| Directions |
Would you please copy each line of the data in which the string "Traktorobudivnykiv" occurs?

Collected data entries
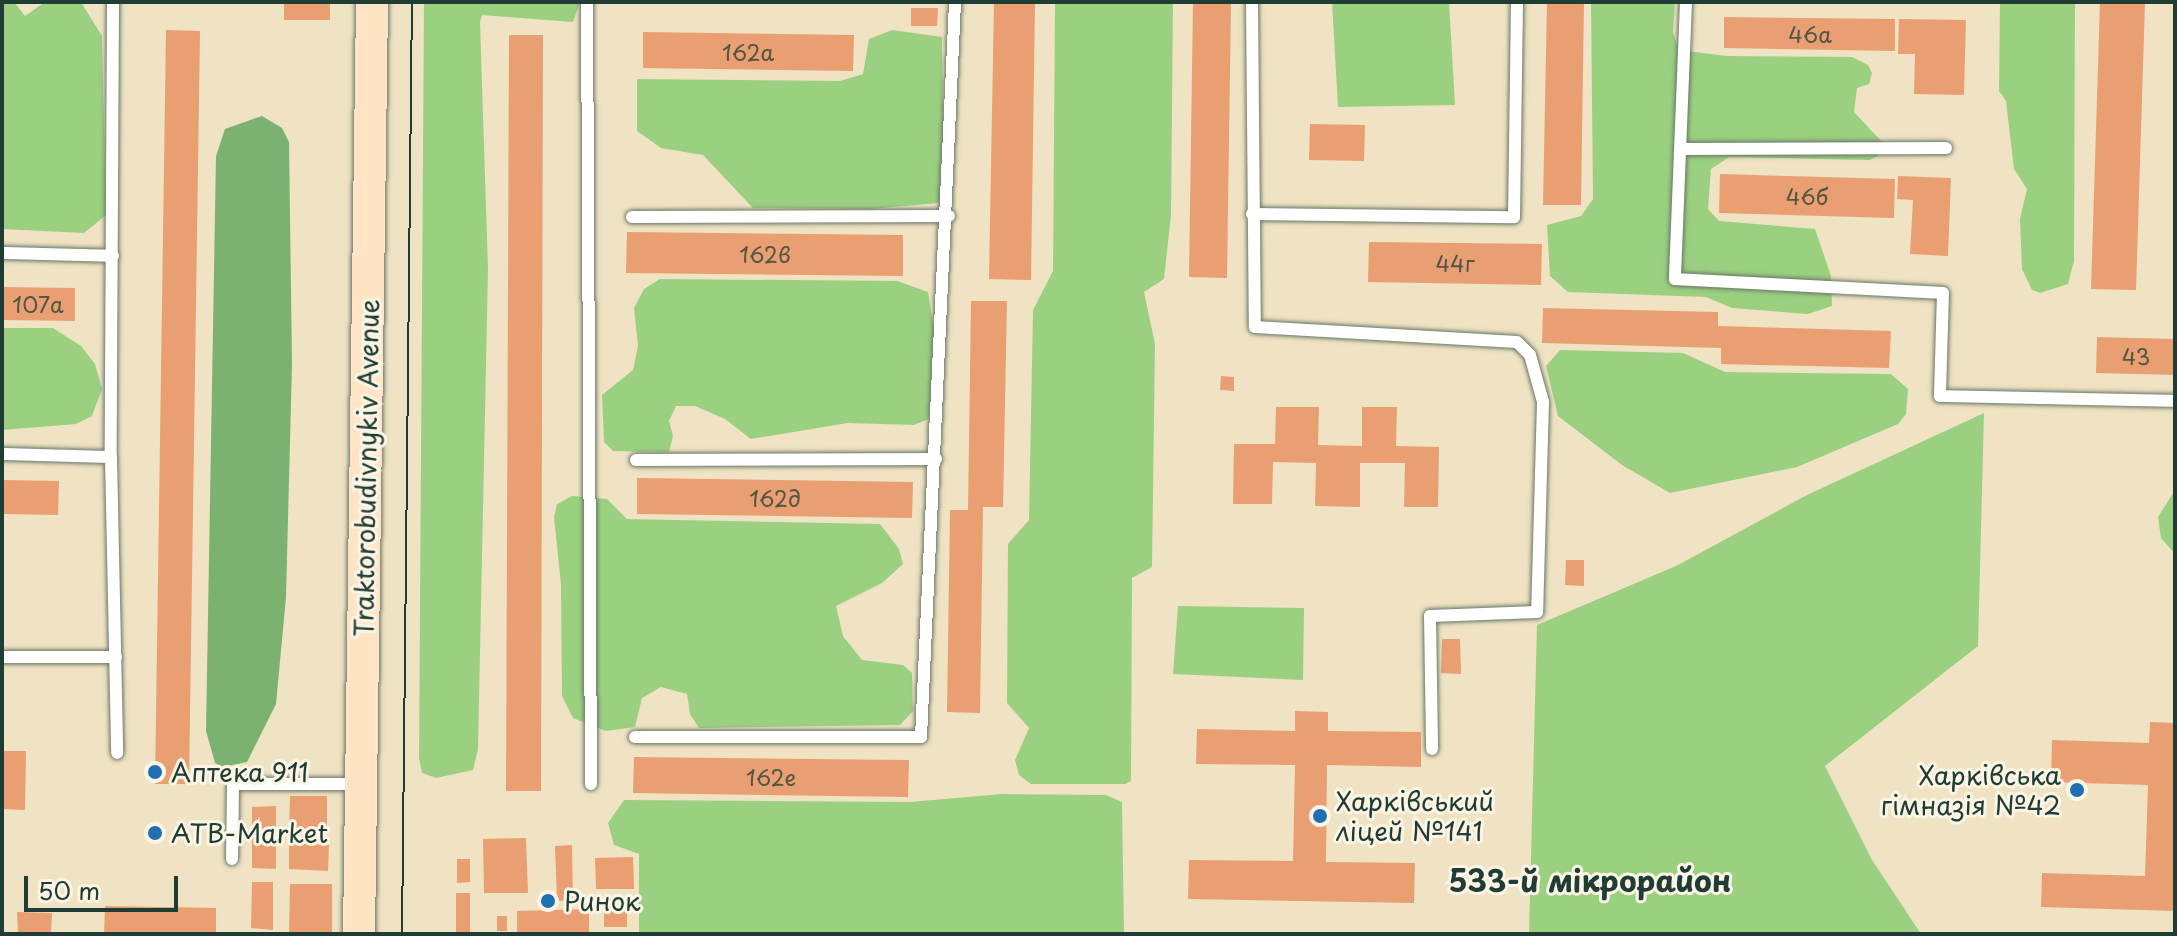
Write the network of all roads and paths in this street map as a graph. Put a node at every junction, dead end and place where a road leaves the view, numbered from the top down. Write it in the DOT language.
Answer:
graph roads {
  1 [pos="113,2"];
  2 [pos="372,2"];
  3 [pos="587,2"];
  4 [pos="955,2"];
  5 [pos="1252,2"];
  6 [pos="1517,2"];
  7 [pos="1686,2"];
  8 [pos="1946,148"];
  9 [pos="1680,149"];
  10 [pos="1252,214"];
  11 [pos="949,216"];
  12 [pos="632,217"];
  13 [pos="2,253"];
  14 [pos="113,256"];
  15 [pos="2175,401"];
  16 [pos="2,454"];
  17 [pos="111,457"];
  18 [pos="936,459"];
  19 [pos="636,460"];
  20 [pos="2,657"];
  21 [pos="116,657"];
  22 [pos="635,737"];
  23 [pos="1432,749"];
  24 [pos="117,753"];
  25 [pos="361,784"];
  26 [pos="591,784"];
  27 [pos="232,859"];
  28 [pos="359,934"];
  1 -- 14 [label="lane"];
  2 -- 25 [label="street, Traktorobudivnykiv Avenue"];
  3 -- 26 [label="lane"];
  4 -- 11 [label="lane"];
  5 -- 10 [label="lane"];
  6 -- 10 [label="lane"];
  7 -- 9 [label="lane"];
  8 -- 9 [label="lane"];
  9 -- 15 [label="lane"];
  10 -- 23 [label="lane"];
  11 -- 12 [label="lane"];
  11 -- 18 [label="lane"];
  13 -- 14 [label="lane"];
  14 -- 17 [label="lane"];
  16 -- 17 [label="lane"];
  17 -- 21 [label="lane"];
  18 -- 19 [label="lane"];
  18 -- 22 [label="lane"];
  20 -- 21 [label="lane"];
  21 -- 24 [label="lane"];
  25 -- 27 [label="lane"];
  25 -- 28 [label="street, Traktorobudivnykiv Avenue"];
}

| Exercise response |
  2 -- 25 [label="street, Traktorobudivnykiv Avenue"];
  25 -- 28 [label="street, Traktorobudivnykiv Avenue"];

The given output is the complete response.